§ **PROBLEM DESCRIPTION**: Isolate every line in the records below with "Tixtla" in it.

RECORDED DATA: Begin

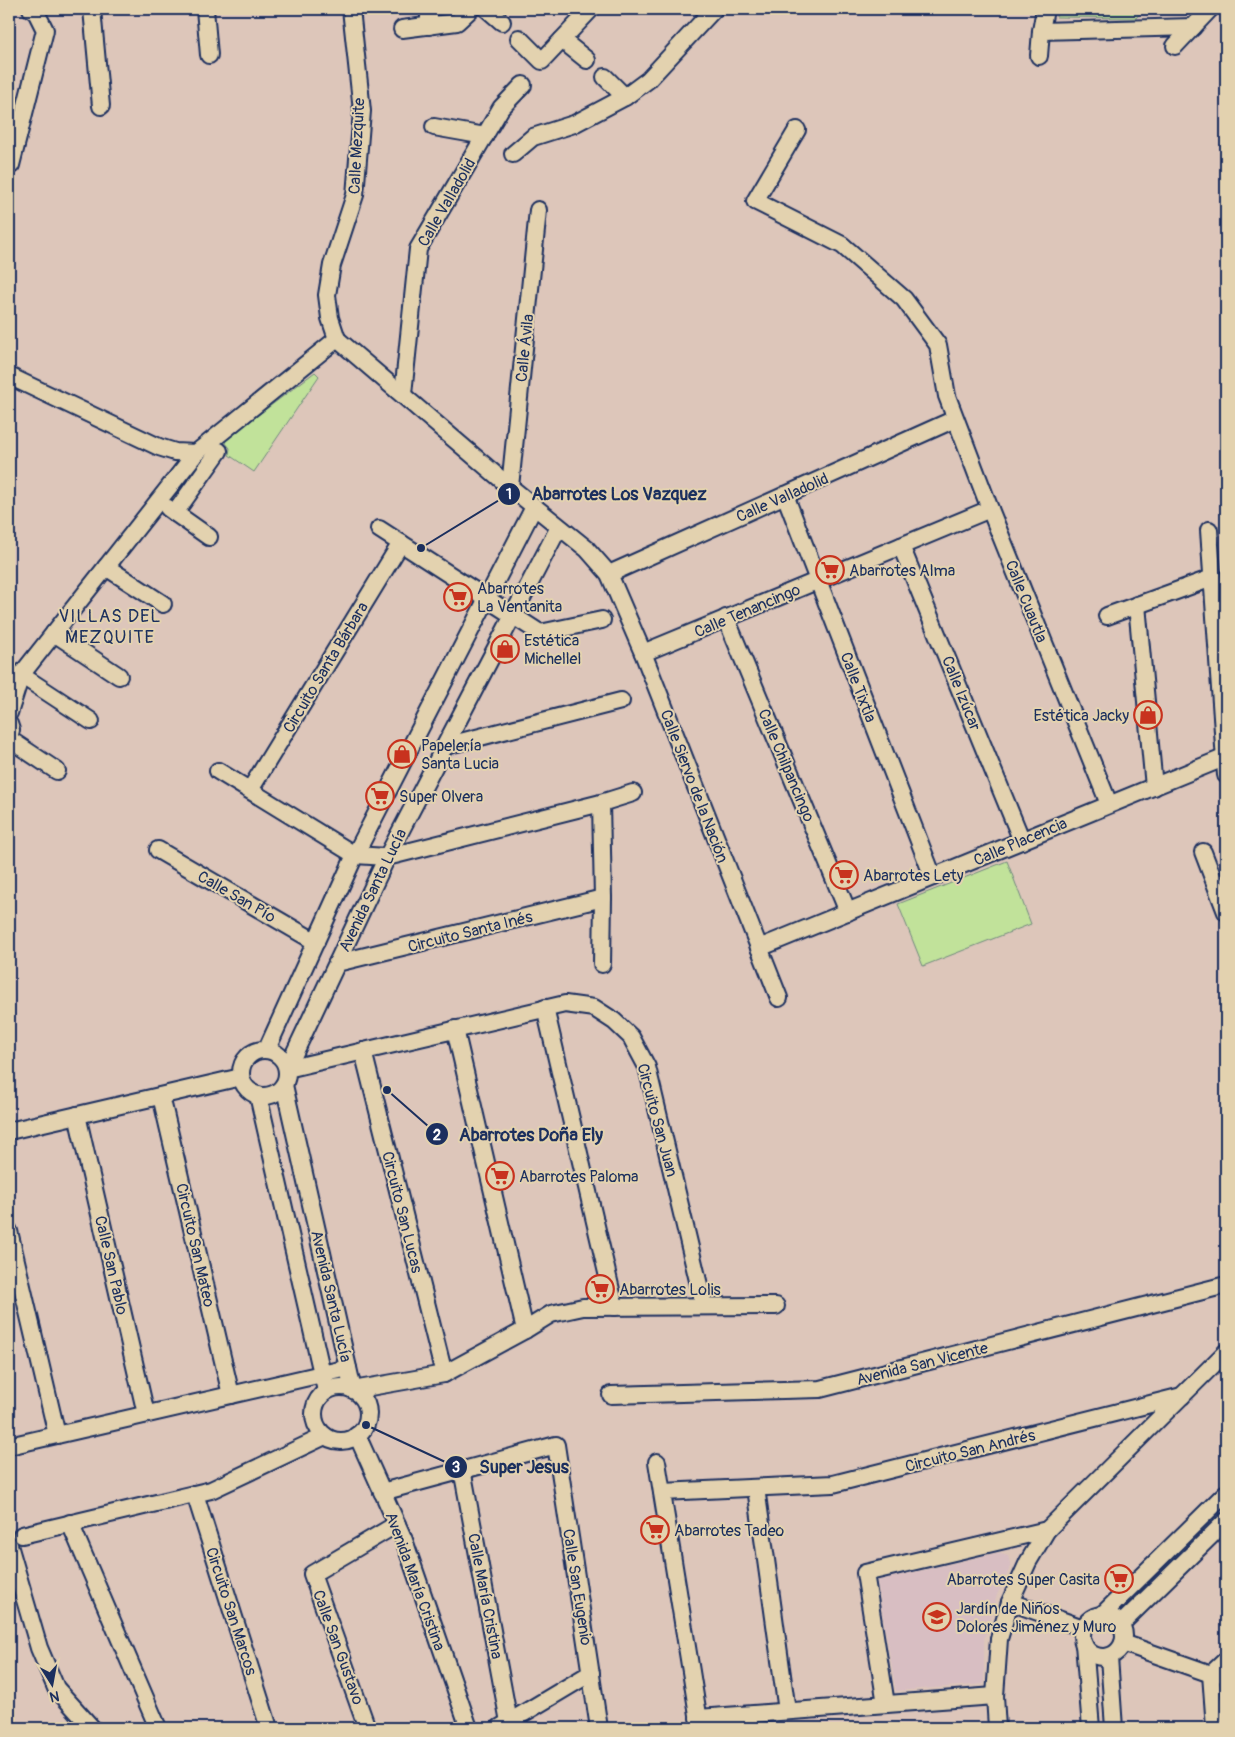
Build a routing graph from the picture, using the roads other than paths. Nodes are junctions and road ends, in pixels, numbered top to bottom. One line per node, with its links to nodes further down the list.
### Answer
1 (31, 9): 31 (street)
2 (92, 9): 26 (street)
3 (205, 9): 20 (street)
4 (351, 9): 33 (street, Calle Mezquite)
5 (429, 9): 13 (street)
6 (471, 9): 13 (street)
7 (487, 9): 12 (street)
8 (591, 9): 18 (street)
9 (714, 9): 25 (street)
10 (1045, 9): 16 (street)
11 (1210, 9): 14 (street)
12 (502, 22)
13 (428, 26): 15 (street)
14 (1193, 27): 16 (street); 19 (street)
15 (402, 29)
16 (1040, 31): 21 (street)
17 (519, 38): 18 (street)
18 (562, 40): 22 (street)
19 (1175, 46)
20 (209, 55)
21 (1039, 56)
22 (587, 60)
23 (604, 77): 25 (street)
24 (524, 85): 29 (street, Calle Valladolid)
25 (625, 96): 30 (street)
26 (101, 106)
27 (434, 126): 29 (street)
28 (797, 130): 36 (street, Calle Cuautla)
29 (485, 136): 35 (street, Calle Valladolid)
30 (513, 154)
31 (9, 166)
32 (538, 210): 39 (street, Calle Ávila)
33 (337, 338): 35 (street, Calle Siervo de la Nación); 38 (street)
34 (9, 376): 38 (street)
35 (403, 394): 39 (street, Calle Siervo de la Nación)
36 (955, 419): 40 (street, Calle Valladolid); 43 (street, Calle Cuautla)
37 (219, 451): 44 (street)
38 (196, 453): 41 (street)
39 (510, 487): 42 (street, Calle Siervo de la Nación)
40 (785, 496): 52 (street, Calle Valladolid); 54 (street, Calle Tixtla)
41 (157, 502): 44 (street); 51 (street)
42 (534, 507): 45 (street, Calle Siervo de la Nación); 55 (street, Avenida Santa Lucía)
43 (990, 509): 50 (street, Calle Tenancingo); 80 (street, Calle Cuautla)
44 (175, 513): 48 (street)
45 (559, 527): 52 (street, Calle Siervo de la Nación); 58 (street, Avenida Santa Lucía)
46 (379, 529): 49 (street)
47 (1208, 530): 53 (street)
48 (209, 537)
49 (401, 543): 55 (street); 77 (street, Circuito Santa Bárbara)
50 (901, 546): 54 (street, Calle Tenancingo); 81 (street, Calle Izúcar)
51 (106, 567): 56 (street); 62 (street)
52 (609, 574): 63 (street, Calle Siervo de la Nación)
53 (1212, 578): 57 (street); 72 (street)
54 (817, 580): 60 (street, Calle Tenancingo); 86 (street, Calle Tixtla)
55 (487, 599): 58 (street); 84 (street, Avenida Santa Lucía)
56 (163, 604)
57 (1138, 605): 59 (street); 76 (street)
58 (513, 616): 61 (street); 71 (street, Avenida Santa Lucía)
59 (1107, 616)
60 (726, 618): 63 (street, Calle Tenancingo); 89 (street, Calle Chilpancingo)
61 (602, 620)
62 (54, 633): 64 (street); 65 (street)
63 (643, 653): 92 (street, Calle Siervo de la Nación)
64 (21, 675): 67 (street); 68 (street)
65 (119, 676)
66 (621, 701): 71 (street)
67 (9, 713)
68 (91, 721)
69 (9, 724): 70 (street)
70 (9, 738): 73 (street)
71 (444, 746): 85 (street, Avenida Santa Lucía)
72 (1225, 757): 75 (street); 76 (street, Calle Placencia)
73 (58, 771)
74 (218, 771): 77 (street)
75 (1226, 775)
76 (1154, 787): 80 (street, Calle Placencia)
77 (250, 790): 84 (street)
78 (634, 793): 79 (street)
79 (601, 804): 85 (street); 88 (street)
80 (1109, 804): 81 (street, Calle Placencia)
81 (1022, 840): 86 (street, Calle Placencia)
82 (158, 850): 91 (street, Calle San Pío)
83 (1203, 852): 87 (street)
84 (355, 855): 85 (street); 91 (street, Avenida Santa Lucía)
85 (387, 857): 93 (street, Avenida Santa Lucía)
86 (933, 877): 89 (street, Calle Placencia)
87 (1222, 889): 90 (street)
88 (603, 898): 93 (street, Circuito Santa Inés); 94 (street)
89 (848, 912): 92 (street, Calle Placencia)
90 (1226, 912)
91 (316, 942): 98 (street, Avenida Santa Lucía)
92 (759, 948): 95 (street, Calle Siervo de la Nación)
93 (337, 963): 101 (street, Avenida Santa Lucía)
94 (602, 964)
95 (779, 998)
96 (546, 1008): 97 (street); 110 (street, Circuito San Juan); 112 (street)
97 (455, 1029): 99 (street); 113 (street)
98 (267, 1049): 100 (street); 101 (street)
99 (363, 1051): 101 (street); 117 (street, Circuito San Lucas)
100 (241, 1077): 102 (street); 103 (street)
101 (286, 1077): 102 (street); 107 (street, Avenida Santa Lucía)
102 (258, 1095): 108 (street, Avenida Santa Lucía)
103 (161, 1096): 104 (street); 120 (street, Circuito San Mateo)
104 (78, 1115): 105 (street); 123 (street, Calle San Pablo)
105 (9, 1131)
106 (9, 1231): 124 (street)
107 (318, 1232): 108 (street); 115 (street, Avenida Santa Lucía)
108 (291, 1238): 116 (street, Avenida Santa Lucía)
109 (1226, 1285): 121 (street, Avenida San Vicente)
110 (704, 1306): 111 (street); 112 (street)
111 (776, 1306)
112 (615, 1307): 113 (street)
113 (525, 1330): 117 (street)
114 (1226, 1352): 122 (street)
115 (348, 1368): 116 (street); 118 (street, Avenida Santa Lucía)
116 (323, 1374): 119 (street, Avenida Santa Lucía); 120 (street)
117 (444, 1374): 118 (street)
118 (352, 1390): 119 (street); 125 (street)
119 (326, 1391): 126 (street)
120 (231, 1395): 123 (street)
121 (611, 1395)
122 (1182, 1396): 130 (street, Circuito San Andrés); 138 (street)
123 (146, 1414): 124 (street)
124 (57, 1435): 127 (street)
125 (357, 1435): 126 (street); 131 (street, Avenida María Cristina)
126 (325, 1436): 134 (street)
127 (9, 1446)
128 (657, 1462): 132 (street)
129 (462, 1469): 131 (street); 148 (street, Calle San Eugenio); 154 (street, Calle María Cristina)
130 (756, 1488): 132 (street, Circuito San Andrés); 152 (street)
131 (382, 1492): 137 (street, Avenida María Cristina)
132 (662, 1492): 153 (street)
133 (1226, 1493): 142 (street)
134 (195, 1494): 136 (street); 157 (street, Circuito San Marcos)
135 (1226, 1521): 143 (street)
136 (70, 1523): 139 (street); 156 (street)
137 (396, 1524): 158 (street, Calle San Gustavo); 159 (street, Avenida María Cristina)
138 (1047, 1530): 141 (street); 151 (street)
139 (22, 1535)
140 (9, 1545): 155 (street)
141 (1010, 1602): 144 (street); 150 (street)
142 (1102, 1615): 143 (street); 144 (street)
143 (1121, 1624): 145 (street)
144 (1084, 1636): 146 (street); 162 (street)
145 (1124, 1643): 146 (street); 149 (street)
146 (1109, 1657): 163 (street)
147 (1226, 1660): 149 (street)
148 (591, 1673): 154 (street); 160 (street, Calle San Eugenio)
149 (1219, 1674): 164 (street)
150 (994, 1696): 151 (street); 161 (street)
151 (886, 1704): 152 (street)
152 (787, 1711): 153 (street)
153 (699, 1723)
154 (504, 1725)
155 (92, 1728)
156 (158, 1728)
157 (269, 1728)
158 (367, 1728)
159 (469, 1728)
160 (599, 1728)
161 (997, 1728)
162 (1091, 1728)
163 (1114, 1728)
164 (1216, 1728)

RECORDED DATA: End
RECORDED DATA: Begin

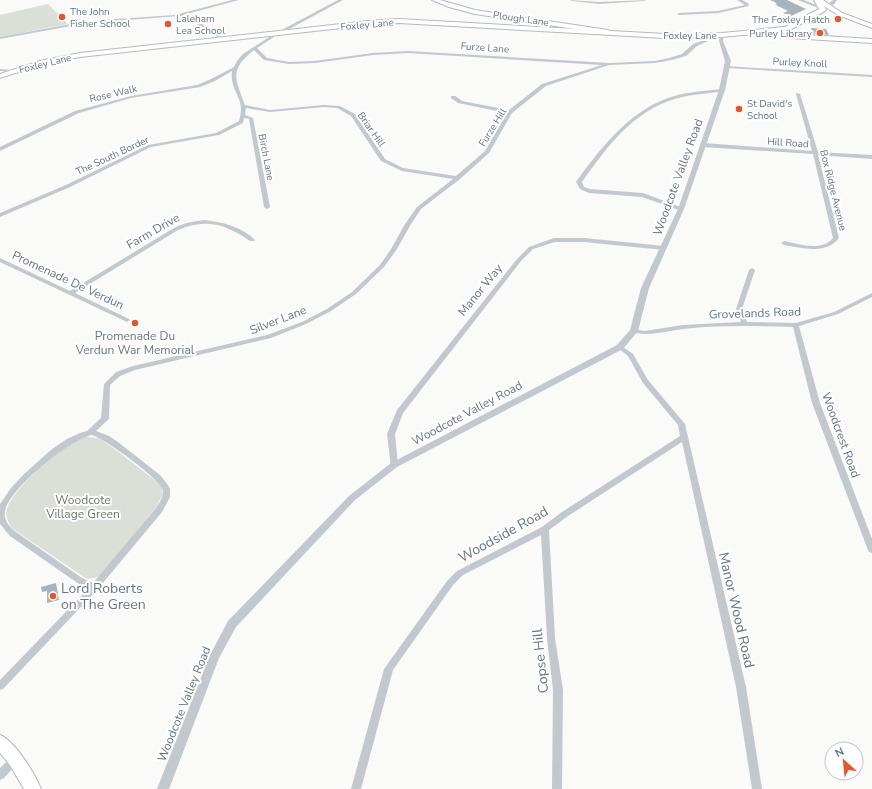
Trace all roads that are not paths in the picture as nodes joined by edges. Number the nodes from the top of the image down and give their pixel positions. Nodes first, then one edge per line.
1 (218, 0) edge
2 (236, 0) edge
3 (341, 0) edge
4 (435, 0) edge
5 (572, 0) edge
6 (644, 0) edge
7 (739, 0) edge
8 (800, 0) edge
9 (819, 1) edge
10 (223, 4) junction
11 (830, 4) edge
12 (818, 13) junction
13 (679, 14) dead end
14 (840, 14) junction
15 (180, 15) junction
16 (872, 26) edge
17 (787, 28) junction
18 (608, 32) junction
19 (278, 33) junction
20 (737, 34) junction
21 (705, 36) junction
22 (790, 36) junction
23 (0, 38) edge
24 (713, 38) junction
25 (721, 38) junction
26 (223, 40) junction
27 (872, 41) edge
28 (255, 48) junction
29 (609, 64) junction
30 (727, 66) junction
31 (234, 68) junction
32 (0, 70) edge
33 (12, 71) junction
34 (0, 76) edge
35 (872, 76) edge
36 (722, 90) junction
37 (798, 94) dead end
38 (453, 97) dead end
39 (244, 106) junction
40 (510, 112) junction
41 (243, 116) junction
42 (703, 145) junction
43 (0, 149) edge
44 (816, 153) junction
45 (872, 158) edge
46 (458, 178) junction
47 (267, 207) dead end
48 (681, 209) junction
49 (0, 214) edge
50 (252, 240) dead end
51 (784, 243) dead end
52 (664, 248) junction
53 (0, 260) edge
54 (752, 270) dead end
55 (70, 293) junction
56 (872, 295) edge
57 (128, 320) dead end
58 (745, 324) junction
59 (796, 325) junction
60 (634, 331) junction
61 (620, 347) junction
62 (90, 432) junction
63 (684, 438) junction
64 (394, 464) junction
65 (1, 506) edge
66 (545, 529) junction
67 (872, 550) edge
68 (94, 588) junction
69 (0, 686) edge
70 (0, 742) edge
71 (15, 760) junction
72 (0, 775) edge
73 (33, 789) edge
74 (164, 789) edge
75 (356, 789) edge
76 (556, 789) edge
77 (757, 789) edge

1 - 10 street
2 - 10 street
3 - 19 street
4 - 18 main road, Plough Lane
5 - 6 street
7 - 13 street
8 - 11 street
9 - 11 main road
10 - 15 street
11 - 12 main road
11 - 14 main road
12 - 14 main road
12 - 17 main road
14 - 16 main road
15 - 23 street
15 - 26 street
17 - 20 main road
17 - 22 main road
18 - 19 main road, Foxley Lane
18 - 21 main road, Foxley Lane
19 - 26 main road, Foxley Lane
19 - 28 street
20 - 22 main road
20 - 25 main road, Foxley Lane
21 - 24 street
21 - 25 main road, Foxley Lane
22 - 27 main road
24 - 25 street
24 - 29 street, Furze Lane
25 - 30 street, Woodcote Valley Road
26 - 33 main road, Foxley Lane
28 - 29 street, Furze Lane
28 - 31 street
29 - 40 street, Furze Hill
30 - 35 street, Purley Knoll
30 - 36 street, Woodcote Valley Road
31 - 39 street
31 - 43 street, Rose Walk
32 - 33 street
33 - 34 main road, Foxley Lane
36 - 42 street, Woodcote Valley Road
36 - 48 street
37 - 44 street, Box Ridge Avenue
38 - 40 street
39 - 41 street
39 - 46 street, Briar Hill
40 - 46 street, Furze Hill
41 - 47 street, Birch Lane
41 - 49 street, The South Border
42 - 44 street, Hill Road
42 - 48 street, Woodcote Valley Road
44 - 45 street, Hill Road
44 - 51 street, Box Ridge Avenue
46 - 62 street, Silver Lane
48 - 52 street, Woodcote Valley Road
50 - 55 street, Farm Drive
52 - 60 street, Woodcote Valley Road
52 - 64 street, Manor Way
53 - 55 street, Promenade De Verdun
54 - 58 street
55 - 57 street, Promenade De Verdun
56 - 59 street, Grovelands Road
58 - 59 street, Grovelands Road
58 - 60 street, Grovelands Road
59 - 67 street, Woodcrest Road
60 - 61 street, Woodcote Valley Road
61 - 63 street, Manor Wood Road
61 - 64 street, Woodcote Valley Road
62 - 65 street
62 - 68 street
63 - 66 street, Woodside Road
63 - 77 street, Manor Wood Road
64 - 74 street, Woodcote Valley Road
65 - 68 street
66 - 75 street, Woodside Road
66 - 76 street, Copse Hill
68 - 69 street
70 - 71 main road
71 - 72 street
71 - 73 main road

RECORDED DATA: End

§ **OUTPUT FOR THIS EXERCISE**:
40 (785, 496): 52 (street, Calle Valladolid); 54 (street, Calle Tixtla)
54 (817, 580): 60 (street, Calle Tenancingo); 86 (street, Calle Tixtla)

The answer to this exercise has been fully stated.